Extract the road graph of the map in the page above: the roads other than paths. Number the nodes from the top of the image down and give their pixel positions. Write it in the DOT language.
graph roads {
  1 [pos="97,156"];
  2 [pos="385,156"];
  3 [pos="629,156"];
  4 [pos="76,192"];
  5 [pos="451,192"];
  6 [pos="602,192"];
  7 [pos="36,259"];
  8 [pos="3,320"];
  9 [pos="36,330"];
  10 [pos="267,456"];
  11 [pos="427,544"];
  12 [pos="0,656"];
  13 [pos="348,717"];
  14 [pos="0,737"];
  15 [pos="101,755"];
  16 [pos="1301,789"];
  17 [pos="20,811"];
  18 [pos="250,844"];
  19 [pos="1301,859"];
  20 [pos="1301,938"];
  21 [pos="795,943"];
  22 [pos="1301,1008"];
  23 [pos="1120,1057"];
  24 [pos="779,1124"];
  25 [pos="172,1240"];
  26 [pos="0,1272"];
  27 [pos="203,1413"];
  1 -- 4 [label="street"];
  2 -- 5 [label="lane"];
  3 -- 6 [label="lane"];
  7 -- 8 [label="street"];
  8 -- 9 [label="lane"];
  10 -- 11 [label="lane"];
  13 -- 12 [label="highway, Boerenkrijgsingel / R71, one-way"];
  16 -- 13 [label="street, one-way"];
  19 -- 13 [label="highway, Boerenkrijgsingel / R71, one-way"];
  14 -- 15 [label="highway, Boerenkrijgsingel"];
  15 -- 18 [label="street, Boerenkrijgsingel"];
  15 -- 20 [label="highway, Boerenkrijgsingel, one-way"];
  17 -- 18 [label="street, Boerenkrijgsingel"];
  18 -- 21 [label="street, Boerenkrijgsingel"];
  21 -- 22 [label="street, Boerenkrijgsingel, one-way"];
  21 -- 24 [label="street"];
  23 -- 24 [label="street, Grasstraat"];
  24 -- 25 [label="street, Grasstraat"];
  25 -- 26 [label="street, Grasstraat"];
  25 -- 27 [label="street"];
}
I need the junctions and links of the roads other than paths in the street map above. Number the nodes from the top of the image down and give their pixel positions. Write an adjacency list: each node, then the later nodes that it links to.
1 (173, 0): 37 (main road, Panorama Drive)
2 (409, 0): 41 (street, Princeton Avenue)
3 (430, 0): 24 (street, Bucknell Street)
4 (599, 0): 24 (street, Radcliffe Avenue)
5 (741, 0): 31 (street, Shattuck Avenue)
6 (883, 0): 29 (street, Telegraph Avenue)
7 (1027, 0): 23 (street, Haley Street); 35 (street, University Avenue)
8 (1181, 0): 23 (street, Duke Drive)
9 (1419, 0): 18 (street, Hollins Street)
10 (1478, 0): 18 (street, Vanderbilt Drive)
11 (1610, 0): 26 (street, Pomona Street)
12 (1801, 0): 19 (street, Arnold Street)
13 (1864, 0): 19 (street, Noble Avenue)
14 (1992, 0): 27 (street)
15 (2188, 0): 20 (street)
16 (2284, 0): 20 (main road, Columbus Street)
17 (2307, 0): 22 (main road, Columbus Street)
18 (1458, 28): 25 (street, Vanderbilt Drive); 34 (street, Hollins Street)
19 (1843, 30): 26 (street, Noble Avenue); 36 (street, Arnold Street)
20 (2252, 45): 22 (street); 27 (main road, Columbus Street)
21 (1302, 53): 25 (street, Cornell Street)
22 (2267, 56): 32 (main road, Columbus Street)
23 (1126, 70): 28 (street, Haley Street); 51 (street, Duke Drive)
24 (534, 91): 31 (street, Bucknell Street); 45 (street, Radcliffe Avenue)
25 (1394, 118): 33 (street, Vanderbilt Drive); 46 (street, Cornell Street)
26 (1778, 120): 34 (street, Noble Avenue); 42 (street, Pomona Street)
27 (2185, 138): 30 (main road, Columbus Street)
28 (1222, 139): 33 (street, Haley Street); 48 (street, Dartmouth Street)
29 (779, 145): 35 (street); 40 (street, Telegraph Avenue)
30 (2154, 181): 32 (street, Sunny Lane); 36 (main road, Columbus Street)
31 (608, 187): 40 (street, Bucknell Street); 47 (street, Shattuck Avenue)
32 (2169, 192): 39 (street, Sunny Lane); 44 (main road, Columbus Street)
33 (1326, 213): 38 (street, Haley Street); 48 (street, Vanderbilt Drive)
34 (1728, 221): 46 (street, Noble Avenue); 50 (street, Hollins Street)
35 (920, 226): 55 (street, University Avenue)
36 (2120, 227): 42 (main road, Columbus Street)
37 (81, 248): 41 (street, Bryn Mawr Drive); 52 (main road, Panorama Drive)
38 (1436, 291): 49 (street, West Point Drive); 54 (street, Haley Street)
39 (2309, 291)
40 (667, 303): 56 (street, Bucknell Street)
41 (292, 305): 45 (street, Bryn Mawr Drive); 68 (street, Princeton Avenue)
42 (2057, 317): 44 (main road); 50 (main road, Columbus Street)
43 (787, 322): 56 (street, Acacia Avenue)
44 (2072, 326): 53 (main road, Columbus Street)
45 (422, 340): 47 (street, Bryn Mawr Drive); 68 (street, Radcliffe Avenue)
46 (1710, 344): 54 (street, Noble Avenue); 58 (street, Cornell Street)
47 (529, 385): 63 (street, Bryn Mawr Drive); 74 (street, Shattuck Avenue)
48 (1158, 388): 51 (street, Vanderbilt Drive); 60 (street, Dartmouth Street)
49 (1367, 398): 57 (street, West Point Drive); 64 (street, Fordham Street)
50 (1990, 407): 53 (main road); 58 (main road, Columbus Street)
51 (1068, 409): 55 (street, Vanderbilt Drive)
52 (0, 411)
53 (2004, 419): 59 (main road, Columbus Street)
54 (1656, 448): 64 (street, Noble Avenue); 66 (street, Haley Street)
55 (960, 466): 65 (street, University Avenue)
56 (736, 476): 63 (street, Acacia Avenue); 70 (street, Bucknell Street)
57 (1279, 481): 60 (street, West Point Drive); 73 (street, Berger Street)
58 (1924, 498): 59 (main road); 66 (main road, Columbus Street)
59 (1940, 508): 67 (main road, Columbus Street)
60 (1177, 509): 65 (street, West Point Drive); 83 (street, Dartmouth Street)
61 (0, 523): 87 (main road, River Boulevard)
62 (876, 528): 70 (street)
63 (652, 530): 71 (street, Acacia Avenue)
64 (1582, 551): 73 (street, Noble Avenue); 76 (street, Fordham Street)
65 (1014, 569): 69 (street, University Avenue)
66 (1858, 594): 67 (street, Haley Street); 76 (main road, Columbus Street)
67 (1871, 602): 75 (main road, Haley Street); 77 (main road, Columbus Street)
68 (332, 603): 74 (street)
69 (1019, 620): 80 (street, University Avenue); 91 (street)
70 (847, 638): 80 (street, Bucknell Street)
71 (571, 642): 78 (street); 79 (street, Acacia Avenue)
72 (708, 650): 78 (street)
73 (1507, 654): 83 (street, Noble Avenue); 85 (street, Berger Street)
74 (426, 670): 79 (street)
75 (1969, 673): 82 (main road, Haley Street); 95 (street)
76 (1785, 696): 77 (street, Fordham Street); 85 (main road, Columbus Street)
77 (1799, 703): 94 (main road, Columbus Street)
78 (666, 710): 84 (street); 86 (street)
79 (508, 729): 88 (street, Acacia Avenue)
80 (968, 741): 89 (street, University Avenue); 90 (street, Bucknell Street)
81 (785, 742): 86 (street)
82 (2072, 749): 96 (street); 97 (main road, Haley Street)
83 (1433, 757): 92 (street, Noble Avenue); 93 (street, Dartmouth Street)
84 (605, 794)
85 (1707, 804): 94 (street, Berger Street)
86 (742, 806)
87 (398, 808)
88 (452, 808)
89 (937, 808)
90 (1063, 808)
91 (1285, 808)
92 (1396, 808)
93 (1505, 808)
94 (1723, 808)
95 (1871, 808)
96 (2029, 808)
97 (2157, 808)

▸ **Problem details**: Your task is to repeat the data exactly, with nothing left out.

▸ **Answer section**:
Extract the road graph of the map in the page above: the roads other than paths. Number the nodes from the top of the image down and give their pixel positions. Write it in the DOT language.
graph roads {
  1 [pos="97,156"];
  2 [pos="385,156"];
  3 [pos="629,156"];
  4 [pos="76,192"];
  5 [pos="451,192"];
  6 [pos="602,192"];
  7 [pos="36,259"];
  8 [pos="3,320"];
  9 [pos="36,330"];
  10 [pos="267,456"];
  11 [pos="427,544"];
  12 [pos="0,656"];
  13 [pos="348,717"];
  14 [pos="0,737"];
  15 [pos="101,755"];
  16 [pos="1301,789"];
  17 [pos="20,811"];
  18 [pos="250,844"];
  19 [pos="1301,859"];
  20 [pos="1301,938"];
  21 [pos="795,943"];
  22 [pos="1301,1008"];
  23 [pos="1120,1057"];
  24 [pos="779,1124"];
  25 [pos="172,1240"];
  26 [pos="0,1272"];
  27 [pos="203,1413"];
  1 -- 4 [label="street"];
  2 -- 5 [label="lane"];
  3 -- 6 [label="lane"];
  7 -- 8 [label="street"];
  8 -- 9 [label="lane"];
  10 -- 11 [label="lane"];
  13 -- 12 [label="highway, Boerenkrijgsingel / R71, one-way"];
  16 -- 13 [label="street, one-way"];
  19 -- 13 [label="highway, Boerenkrijgsingel / R71, one-way"];
  14 -- 15 [label="highway, Boerenkrijgsingel"];
  15 -- 18 [label="street, Boerenkrijgsingel"];
  15 -- 20 [label="highway, Boerenkrijgsingel, one-way"];
  17 -- 18 [label="street, Boerenkrijgsingel"];
  18 -- 21 [label="street, Boerenkrijgsingel"];
  21 -- 22 [label="street, Boerenkrijgsingel, one-way"];
  21 -- 24 [label="street"];
  23 -- 24 [label="street, Grasstraat"];
  24 -- 25 [label="street, Grasstraat"];
  25 -- 26 [label="street, Grasstraat"];
  25 -- 27 [label="street"];
}
I need the junctions and links of the roads other than paths in the street map above. Number the nodes from the top of the image down and give their pixel positions. Write an adjacency list: each node, then the later nodes that it links to.
1 (173, 0): 37 (main road, Panorama Drive)
2 (409, 0): 41 (street, Princeton Avenue)
3 (430, 0): 24 (street, Bucknell Street)
4 (599, 0): 24 (street, Radcliffe Avenue)
5 (741, 0): 31 (street, Shattuck Avenue)
6 (883, 0): 29 (street, Telegraph Avenue)
7 (1027, 0): 23 (street, Haley Street); 35 (street, University Avenue)
8 (1181, 0): 23 (street, Duke Drive)
9 (1419, 0): 18 (street, Hollins Street)
10 (1478, 0): 18 (street, Vanderbilt Drive)
11 (1610, 0): 26 (street, Pomona Street)
12 (1801, 0): 19 (street, Arnold Street)
13 (1864, 0): 19 (street, Noble Avenue)
14 (1992, 0): 27 (street)
15 (2188, 0): 20 (street)
16 (2284, 0): 20 (main road, Columbus Street)
17 (2307, 0): 22 (main road, Columbus Street)
18 (1458, 28): 25 (street, Vanderbilt Drive); 34 (street, Hollins Street)
19 (1843, 30): 26 (street, Noble Avenue); 36 (street, Arnold Street)
20 (2252, 45): 22 (street); 27 (main road, Columbus Street)
21 (1302, 53): 25 (street, Cornell Street)
22 (2267, 56): 32 (main road, Columbus Street)
23 (1126, 70): 28 (street, Haley Street); 51 (street, Duke Drive)
24 (534, 91): 31 (street, Bucknell Street); 45 (street, Radcliffe Avenue)
25 (1394, 118): 33 (street, Vanderbilt Drive); 46 (street, Cornell Street)
26 (1778, 120): 34 (street, Noble Avenue); 42 (street, Pomona Street)
27 (2185, 138): 30 (main road, Columbus Street)
28 (1222, 139): 33 (street, Haley Street); 48 (street, Dartmouth Street)
29 (779, 145): 35 (street); 40 (street, Telegraph Avenue)
30 (2154, 181): 32 (street, Sunny Lane); 36 (main road, Columbus Street)
31 (608, 187): 40 (street, Bucknell Street); 47 (street, Shattuck Avenue)
32 (2169, 192): 39 (street, Sunny Lane); 44 (main road, Columbus Street)
33 (1326, 213): 38 (street, Haley Street); 48 (street, Vanderbilt Drive)
34 (1728, 221): 46 (street, Noble Avenue); 50 (street, Hollins Street)
35 (920, 226): 55 (street, University Avenue)
36 (2120, 227): 42 (main road, Columbus Street)
37 (81, 248): 41 (street, Bryn Mawr Drive); 52 (main road, Panorama Drive)
38 (1436, 291): 49 (street, West Point Drive); 54 (street, Haley Street)
39 (2309, 291)
40 (667, 303): 56 (street, Bucknell Street)
41 (292, 305): 45 (street, Bryn Mawr Drive); 68 (street, Princeton Avenue)
42 (2057, 317): 44 (main road); 50 (main road, Columbus Street)
43 (787, 322): 56 (street, Acacia Avenue)
44 (2072, 326): 53 (main road, Columbus Street)
45 (422, 340): 47 (street, Bryn Mawr Drive); 68 (street, Radcliffe Avenue)
46 (1710, 344): 54 (street, Noble Avenue); 58 (street, Cornell Street)
47 (529, 385): 63 (street, Bryn Mawr Drive); 74 (street, Shattuck Avenue)
48 (1158, 388): 51 (street, Vanderbilt Drive); 60 (street, Dartmouth Street)
49 (1367, 398): 57 (street, West Point Drive); 64 (street, Fordham Street)
50 (1990, 407): 53 (main road); 58 (main road, Columbus Street)
51 (1068, 409): 55 (street, Vanderbilt Drive)
52 (0, 411)
53 (2004, 419): 59 (main road, Columbus Street)
54 (1656, 448): 64 (street, Noble Avenue); 66 (street, Haley Street)
55 (960, 466): 65 (street, University Avenue)
56 (736, 476): 63 (street, Acacia Avenue); 70 (street, Bucknell Street)
57 (1279, 481): 60 (street, West Point Drive); 73 (street, Berger Street)
58 (1924, 498): 59 (main road); 66 (main road, Columbus Street)
59 (1940, 508): 67 (main road, Columbus Street)
60 (1177, 509): 65 (street, West Point Drive); 83 (street, Dartmouth Street)
61 (0, 523): 87 (main road, River Boulevard)
62 (876, 528): 70 (street)
63 (652, 530): 71 (street, Acacia Avenue)
64 (1582, 551): 73 (street, Noble Avenue); 76 (street, Fordham Street)
65 (1014, 569): 69 (street, University Avenue)
66 (1858, 594): 67 (street, Haley Street); 76 (main road, Columbus Street)
67 (1871, 602): 75 (main road, Haley Street); 77 (main road, Columbus Street)
68 (332, 603): 74 (street)
69 (1019, 620): 80 (street, University Avenue); 91 (street)
70 (847, 638): 80 (street, Bucknell Street)
71 (571, 642): 78 (street); 79 (street, Acacia Avenue)
72 (708, 650): 78 (street)
73 (1507, 654): 83 (street, Noble Avenue); 85 (street, Berger Street)
74 (426, 670): 79 (street)
75 (1969, 673): 82 (main road, Haley Street); 95 (street)
76 (1785, 696): 77 (street, Fordham Street); 85 (main road, Columbus Street)
77 (1799, 703): 94 (main road, Columbus Street)
78 (666, 710): 84 (street); 86 (street)
79 (508, 729): 88 (street, Acacia Avenue)
80 (968, 741): 89 (street, University Avenue); 90 (street, Bucknell Street)
81 (785, 742): 86 (street)
82 (2072, 749): 96 (street); 97 (main road, Haley Street)
83 (1433, 757): 92 (street, Noble Avenue); 93 (street, Dartmouth Street)
84 (605, 794)
85 (1707, 804): 94 (street, Berger Street)
86 (742, 806)
87 (398, 808)
88 (452, 808)
89 (937, 808)
90 (1063, 808)
91 (1285, 808)
92 (1396, 808)
93 (1505, 808)
94 (1723, 808)
95 (1871, 808)
96 (2029, 808)
97 (2157, 808)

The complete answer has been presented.